▶ **YOUR TASK**:
Stop after the line that contains "solid #fff;border-radius:50%;background:#1a73e8;box-shadow:0 0". Until then, retype each line of the entries exactly from the first one, skipping pictures.

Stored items
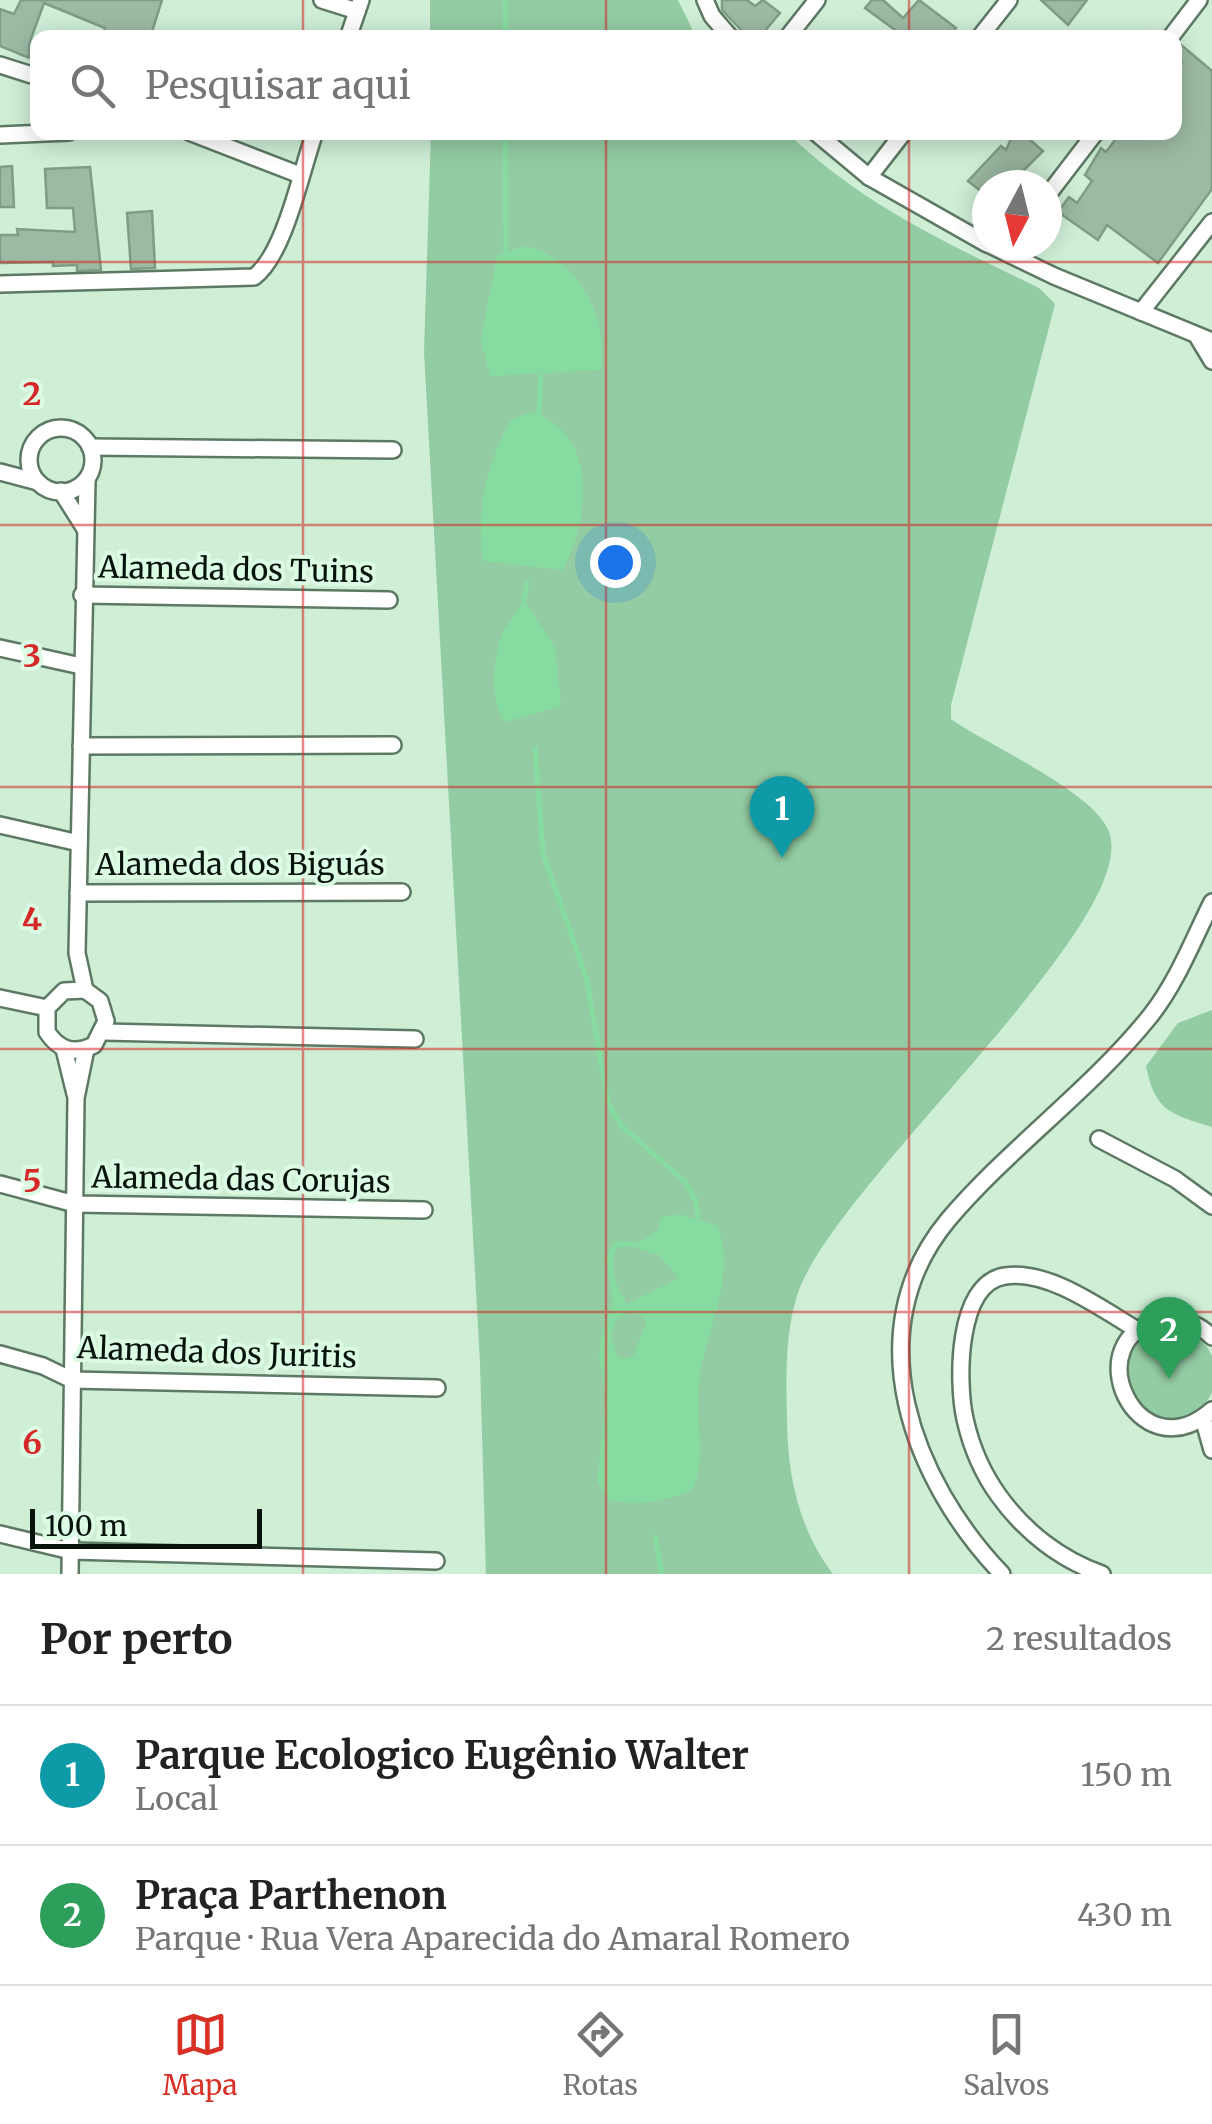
<!DOCTYPE html>
<html lang="pt">
<meta charset="utf-8">
<style>
body{margin:0;font-family:Merriweather,serif;background:#f2f2f2;color:#222}
.compass{position:absolute;left:972px;top:170px;width:90px;height:90px;border-radius:50%;background:#fff;box-shadow:0 5px 25px #0003;rotate:187deg}
.scale{position:absolute;left:30px;bottom:25px;width:232px;box-sizing:border-box;padding-left:10px;border:5px solid #08130b;border-top:0;font-size:28px;line-height:35px;white-space:nowrap;color:#08130b;-webkit-text-stroke:8px #dbfbe3;paint-order:stroke}
.you{position:absolute;left:615px;top:562px;width:35px;height:35px;margin:-25px;border:8px solid #fff;border-radius:50%;background:#1a73e8;box-shadow:0 0 0 15px #1a73e833}
.badge{display:grid;place-items:center;width:65px;height:65px;border-radius:50%;background:#d93025;color:#fff;font-size:32px;font-weight:700}
.pin{position:absolute;translate:-50% -82px;filter:drop-shadow(0 2px 5px #0008)}
.pin::after{content:'';position:absolute;top:52px;width:35px;height:30px;background:inherit;clip-path:polygon(0 0,100% 0,50% 100%)}
.list{margin:0;padding:0;list-style:none}
h2{display:flex;justify-content:space-between;align-items:center;height:130px;margin:0;padding:0 40px;font-size:42px}
h2 small{font-size:32px;font-weight:400;color:#767676}
.list li{display:grid;grid-template-columns:65px 1fr auto;gap:30px;align-items:center;box-sizing:border-box;height:140px;padding:0 40px;border-top:2px solid #e0e0e0}
.list b{display:block;font-size:38px;white-space:nowrap}
.list p{margin:0;font-size:32px;white-space:nowrap;color:#767676}
.list em{font-size:32px;font-style:normal;color:#767676}
.icon{flex:none;width:55px;height:55px;fill:none;stroke:currentColor;stroke-width:2;stroke-linecap:round;stroke-linejoin:round}
.map{position:relative;flex:none;width:1212px;height:1574px;overflow:hidden}
.search{position:absolute;background:#fff;box-shadow:0 5px 25px #0003;left:30px;right:30px;top:30px;height:110px;display:flex;align-items:center;gap:25px;box-sizing:border-box;padding:0 35px;border-radius:20px;color:#767676;font-size:38px}
.sheet{height:410px;background:#fff}
nav{display:flex;justify-content:space-around;align-items:center;box-sizing:border-box;height:140px;border-top:2px solid #e0e0e0;background:#fff;font-size:28px;color:#767676}
nav a{display:grid;justify-items:center;gap:5px}
nav .on{color:#d93025}
.map>svg:first-child{display:block}
</style>
<div class="map">
<svg width="1212" height="1574" viewBox="0 0 1212 1574">
<rect width="100%" height="100%" fill="#ceeed6"/>
<g fill="#93cca3">
<path d="M430,0h248l18,37h-266z"/>
<path d="M431,133h356c79,74 156,108 252,155l16,16 -104,401v14c38,27 144,73 158,113 33,90 -279,356 -312,464 -12,37 -11,83 -10,121 0,56 11,111 46,157h-347l-6,-211 -56,-1011z"/>
<path d="M1212,1010v117c-42,-13 -57,-16 -66,-61l32,-43z"/>
<circle cx="1171" cy="1374" r="45"/>
</g>
<g fill="#86dca0" fill-rule="evenodd">
<path d="M525,246c54,11 84,75 76,124l-111,6 -9,-36 16,-85z"/>
<path d="M530,412c69,19 60,106 33,158l-80,-9c-7,-50 3,-97 28,-141z"/>
<path d="M524,600l31,48 6,58 -56,16c-16,-20 -12,-64 -3,-87 5,-12 16,-23 22,-35z"/>
<path d="M679,1214l38,12c22,50 -14,108 -18,158 -4,36 8,72 -6,106 -31,11 -53,17 -85,10l-11,-18 9,-85 -7,-41 3,-24 11,-28 -7,-49 9,-14 25,1 18,-12 2,-12zM630,1246l29,9 20,23 -52,26c-12,-18 -18,-36 -10,-56zM630,1312l13,4 3,6 -12,33 -9,4 -8,-3 -6,-20 5,-16z"/>
</g>
<g fill="none" stroke-linecap="round" stroke-linejoin="round">
<g stroke="#86dca0" stroke-width="5">
<path d="M505,0v38"/>
<path d="M505,132l1,119"/>
<path d="M539,414l2,-42"/>
<path d="M524,600l3,-18"/>
<path d="M535,749l8,104 44,127 21,124 14,22 63,56 11,19 2,16"/>
<path d="M655,1537l7,37"/>
</g>
</g>
<g fill="#9cbaa3" stroke="#7f9c86" stroke-width="2.5">
<path d="M21,0h141l-12,38h-48l3,-10 -61,-25 -15,41v14l-29,-12v-37l14,5z"/>
<path d="M722,0h25l8,6 8,-6 17,13 -21,25h-10l-27,-28z"/>
<path d="M872,0h11l20,18 16,-18 37,28 -9,10h-41l-41,-30z"/>
<path d="M1041,0h46l-19,25z"/>
<path d="M1180,44l32,27v118l-54,74 -51,-38 -9,15 -40,-28 11,-15 8,6 15,-22 -7,-6 16,-27 5,4 15,-20h53l1,-61 7,-9 -8,-9z"/>
<path d="M1014,132h7l22,19 -34,34h-22v11l-19,-15 33,-35 5,4z"/>
<path d="M12,166l2,41h-14v-40z"/>
<path d="M90,167l11,103 -24,1v-6l-24,1v-4l-53,1v-28h18l-1,-6 58,3 -2,-24h-26l-2,-39z"/>
<path d="M152,211l3,57 -24,1 -4,-56z"/>
</g>
<g fill="none" stroke-linecap="round" stroke-linejoin="round">
<g stroke="#5d7964" stroke-width="20">
<g id="minor">
<path d="M322,0l35,11"/>
<path d="M705,0l7,16 19,22"/>
<path d="M348,38l13,-38"/>
<path d="M787,38l30,-38"/>
<path d="M979,38l30,-38"/>
<path d="M1170,38l29,-38"/>
<path d="M0,65l38,12"/>
<path d="M189,132l111,43"/>
<path d="M815,132l54,45 118,67"/>
<path d="M0,135l69,-3"/>
<path d="M869,177l35,-45"/>
<path d="M1047,196l49,-64"/>
<path d="M990,245l64,31 158,65"/>
<path d="M0,284l254,-7c31,-23 47,-106 61,-145"/>
<path d="M1141,312l71,-90"/>
<path d="M1197,336l15,25"/>
<circle cx="61" cy="460" r="32"/>
<path d="M90,447l303,3"/>
<path d="M0,472l38,10"/>
<path d="M61,491l24,38"/>
<path d="M82,595l307,5"/>
<path d="M0,648l81,18"/>
<path d="M81,746l312,-1"/>
<path d="M0,825l79,18"/>
<path d="M78,893l324,-1"/>
<path d="M85,990l-21,1 -17,17v24c12,18 27,23 47,13l12,-24 -6,-20 -15,-11 -8,-37 10,-472"/>
<path d="M0,998l47,10"/>
<path d="M104,1032l311,7"/>
<path d="M64,1049l11,45"/>
<path d="M1099,1139l76,40 37,27"/>
<path d="M0,1184l75,20 349,6"/>
<path d="M1212,1337c-13,-13 -31,-20 -50,-17 -88,18 -25,156 50,90"/>
<path d="M0,1354l43,12 29,14 365,8"/>
<path d="M1203,1418l9,32"/>
<path d="M0,1534l71,17 365,10"/>
<path d="M70,1574l6,-476 10,-49"/>
<path d="M1002,1574c-89,-93 -147,-242 -54,-354 62,-73 143,-130 203,-205 26,-33 42,-75 61,-113"/>
<path d="M1102,1574c-41,-14 -77,-42 -103,-78 -16,-22 -28,-50 -34,-77 -8,-36 -9,-136 40,-143 44,-7 98,34 134,55"/>
</g>
</g>
<use href="#minor" stroke="#fff" stroke-width="15"/>
</g>
<path fill="none" stroke="#d62828" stroke-width="2.5" stroke-opacity="0.55" d="M303,0v38M606,0v38M909,0v38M303,132v1442M606,132v1442M909,132v1442M0,262h1212M0,525h1212M0,787h1212M0,1049h1212M0,1312h1212"/>
<g text-anchor="middle" stroke-width="8" stroke-linejoin="round" paint-order="stroke">
<g font-size="30" fill="#08130b" stroke="#dbfbe3">
<text transform="translate(236 570) rotate(1)" y="10">Alameda dos Tuins</text>
<text x="240" y="875">Alameda dos Biguás</text>
<text transform="translate(241 1180) rotate(1)" y="10">Alameda das Corujas</text>
<text transform="translate(217 1353) rotate(2)" y="10">Alameda dos Juritis</text>
</g>
</g>
<g font-size="32" text-anchor="middle" font-weight="bold" fill="#d62828" stroke="#dbfbe3" stroke-width="8" stroke-linejoin="round" paint-order="stroke">
<text x="32" y="405">2</text>
<text x="32" y="667">3</text>
<text x="32" y="930">4</text>
<text x="32" y="1192">5</text>
<text x="32" y="1454">6</text>
</g>
</svg>
<svg class="compass" viewBox="-18 -18 36 36"><path d="M0-13l5 13h-10z" fill="#e53935"/><path d="M0 13l5-13h-10z" fill="#767676"/></svg>
<div class="scale">100 m</div>
<div class="you"></div>
<div class="pin badge" style="left:782px;top:858px;background:#0f9aa8">1</div>
<div class="pin badge" style="left:1169px;top:1379px;background:#2e9e5b">2</div>
<div class="search"><svg class="icon" aria-label="search" viewBox="0 0 24 24"><circle cx="10" cy="10" r="6"/><path d="M15 15l6 6"/></svg>Pesquisar aqui</div>
</div>
<section class="sheet">
<h2>Por perto<small>2 resultados</small></h2>
<ul class="list">
<li><span class="badge" style="background:#0f9aa8">1</span><div><b>Parque Ecologico Eugênio Walter</b><p>Local</p></div><em>150 m</em></li>
<li><span class="badge" style="background:#2e9e5b">2</span><div><b>Praça Parthenon</b><p>Parque · Rua Vera Aparecida do Amaral Romero</p></div><em>430 m</em></li>
</ul>
</section>
<nav>
<a class="on"><svg class="icon" aria-label="map" viewBox="0 0 24 24"><path d="M3 6l6-2 6 2 6-2v14l-6 2-6-2-6 2zM9 4v14M15 6v14"/></svg>Mapa</a>
<a><svg class="icon" aria-label="directions" viewBox="0 0 24 24"><path d="M12 3l9 9-9 9-9-9zM9 14v-3h6M13 9l2 2-2 2"/></svg>Rotas</a>
<a><svg class="icon" aria-label="saved" viewBox="0 0 24 24"><path d="M7 4h10v16l-5-4-5 4z"/></svg>Salvos</a>
</nav>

▶ **ANSWER TO THIS EXERCISE**:
<!DOCTYPE html>
<html lang="pt">
<meta charset="utf-8">
<style>
body{margin:0;font-family:Merriweather,serif;background:#f2f2f2;color:#222}
.compass{position:absolute;left:972px;top:170px;width:90px;height:90px;border-radius:50%;background:#fff;box-shadow:0 5px 25px #0003;rotate:187deg}
.scale{position:absolute;left:30px;bottom:25px;width:232px;box-sizing:border-box;padding-left:10px;border:5px solid #08130b;border-top:0;font-size:28px;line-height:35px;white-space:nowrap;color:#08130b;-webkit-text-stroke:8px #dbfbe3;paint-order:stroke}
.you{position:absolute;left:615px;top:562px;width:35px;height:35px;margin:-25px;border:8px solid #fff;border-radius:50%;background:#1a73e8;box-shadow:0 0 0 15px #1a73e833}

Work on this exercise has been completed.